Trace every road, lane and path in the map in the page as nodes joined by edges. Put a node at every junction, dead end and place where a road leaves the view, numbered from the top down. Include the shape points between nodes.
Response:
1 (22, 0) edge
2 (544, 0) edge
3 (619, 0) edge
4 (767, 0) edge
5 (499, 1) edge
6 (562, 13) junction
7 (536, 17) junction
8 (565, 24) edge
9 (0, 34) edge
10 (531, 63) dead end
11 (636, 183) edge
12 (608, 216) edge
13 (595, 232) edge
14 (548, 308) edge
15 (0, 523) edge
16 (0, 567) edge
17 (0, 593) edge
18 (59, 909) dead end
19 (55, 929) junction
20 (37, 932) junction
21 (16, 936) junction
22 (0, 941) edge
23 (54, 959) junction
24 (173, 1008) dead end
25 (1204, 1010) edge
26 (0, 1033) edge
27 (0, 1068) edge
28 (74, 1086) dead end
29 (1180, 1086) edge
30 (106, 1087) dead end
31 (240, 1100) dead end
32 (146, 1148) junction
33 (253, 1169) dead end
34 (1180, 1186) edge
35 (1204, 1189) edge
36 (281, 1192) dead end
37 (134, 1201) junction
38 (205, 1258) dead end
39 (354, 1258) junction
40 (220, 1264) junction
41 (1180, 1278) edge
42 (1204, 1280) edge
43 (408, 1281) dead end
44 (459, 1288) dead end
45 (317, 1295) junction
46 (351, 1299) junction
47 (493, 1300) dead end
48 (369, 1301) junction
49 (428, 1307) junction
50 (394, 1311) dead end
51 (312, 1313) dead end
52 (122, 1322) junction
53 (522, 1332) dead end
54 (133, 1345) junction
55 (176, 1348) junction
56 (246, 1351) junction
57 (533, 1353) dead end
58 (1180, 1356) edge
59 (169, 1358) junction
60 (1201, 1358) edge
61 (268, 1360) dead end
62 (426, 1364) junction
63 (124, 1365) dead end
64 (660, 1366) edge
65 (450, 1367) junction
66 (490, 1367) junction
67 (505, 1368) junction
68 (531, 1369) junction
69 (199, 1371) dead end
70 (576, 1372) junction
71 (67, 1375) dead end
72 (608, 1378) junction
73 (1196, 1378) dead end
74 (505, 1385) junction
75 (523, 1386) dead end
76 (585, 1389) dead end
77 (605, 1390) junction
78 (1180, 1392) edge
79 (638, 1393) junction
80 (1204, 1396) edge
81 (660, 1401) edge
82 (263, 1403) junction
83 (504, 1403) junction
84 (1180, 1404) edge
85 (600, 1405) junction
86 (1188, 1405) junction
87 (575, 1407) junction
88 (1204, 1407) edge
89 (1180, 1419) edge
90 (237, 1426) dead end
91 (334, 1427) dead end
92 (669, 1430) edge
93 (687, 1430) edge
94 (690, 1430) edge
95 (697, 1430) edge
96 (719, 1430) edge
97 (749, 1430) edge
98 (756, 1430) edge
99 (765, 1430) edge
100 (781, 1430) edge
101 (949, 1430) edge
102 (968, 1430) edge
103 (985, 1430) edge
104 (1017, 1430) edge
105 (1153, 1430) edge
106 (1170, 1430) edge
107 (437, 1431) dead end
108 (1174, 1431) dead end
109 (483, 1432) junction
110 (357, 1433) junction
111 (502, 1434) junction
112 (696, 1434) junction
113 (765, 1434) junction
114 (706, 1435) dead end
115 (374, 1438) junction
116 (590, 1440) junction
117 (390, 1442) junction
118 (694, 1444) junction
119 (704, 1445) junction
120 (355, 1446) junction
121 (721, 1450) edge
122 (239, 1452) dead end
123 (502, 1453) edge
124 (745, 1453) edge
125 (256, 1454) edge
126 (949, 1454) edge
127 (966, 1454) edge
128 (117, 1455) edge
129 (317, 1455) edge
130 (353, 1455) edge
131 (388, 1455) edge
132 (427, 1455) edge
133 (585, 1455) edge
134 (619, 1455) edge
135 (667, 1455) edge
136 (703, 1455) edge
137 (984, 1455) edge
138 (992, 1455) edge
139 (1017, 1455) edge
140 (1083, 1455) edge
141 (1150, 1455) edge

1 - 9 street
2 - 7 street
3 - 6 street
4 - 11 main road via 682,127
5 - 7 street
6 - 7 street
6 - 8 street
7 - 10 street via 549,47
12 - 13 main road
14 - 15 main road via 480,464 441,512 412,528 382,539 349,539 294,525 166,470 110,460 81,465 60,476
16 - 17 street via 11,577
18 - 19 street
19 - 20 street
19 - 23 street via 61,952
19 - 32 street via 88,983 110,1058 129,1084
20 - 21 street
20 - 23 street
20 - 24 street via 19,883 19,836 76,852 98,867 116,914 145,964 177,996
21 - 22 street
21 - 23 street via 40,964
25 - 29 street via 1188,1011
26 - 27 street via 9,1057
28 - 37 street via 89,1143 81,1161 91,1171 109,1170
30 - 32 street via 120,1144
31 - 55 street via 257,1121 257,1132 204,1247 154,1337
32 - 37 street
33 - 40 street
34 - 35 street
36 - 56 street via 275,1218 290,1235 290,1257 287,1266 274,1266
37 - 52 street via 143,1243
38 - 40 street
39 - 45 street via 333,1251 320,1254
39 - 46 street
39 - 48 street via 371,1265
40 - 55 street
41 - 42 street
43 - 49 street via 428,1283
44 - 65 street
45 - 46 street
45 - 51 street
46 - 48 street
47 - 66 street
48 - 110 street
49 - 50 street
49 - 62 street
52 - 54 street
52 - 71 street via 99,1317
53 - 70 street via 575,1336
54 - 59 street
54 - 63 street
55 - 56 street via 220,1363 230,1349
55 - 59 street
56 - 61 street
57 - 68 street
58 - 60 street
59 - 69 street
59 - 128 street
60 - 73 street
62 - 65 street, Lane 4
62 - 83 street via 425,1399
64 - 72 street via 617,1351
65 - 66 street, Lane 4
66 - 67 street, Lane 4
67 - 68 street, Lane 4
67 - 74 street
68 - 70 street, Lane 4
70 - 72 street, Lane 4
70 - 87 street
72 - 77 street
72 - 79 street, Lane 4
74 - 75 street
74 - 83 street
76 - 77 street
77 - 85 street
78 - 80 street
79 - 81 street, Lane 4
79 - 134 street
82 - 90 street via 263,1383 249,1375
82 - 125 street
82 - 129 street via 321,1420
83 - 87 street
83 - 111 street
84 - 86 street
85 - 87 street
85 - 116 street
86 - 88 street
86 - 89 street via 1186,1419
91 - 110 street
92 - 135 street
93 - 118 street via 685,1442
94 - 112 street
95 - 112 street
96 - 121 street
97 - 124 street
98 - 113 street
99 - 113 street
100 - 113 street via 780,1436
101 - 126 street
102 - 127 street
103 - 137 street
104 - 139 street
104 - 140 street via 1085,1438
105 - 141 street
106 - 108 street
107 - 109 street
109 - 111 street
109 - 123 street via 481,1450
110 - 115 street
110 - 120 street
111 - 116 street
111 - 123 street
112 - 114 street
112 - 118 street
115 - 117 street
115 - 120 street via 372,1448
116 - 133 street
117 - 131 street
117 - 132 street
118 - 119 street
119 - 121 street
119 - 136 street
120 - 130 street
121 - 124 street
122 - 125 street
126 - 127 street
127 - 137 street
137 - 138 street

══════════════════════════════

**PROBLEM STATEMENT**
Look over the material and return every line where the word "main" is found.

**SOLUTION BELOW**
4 - 11 main road via 682,127
12 - 13 main road
14 - 15 main road via 480,464 441,512 412,528 382,539 349,539 294,525 166,470 110,460 81,465 60,476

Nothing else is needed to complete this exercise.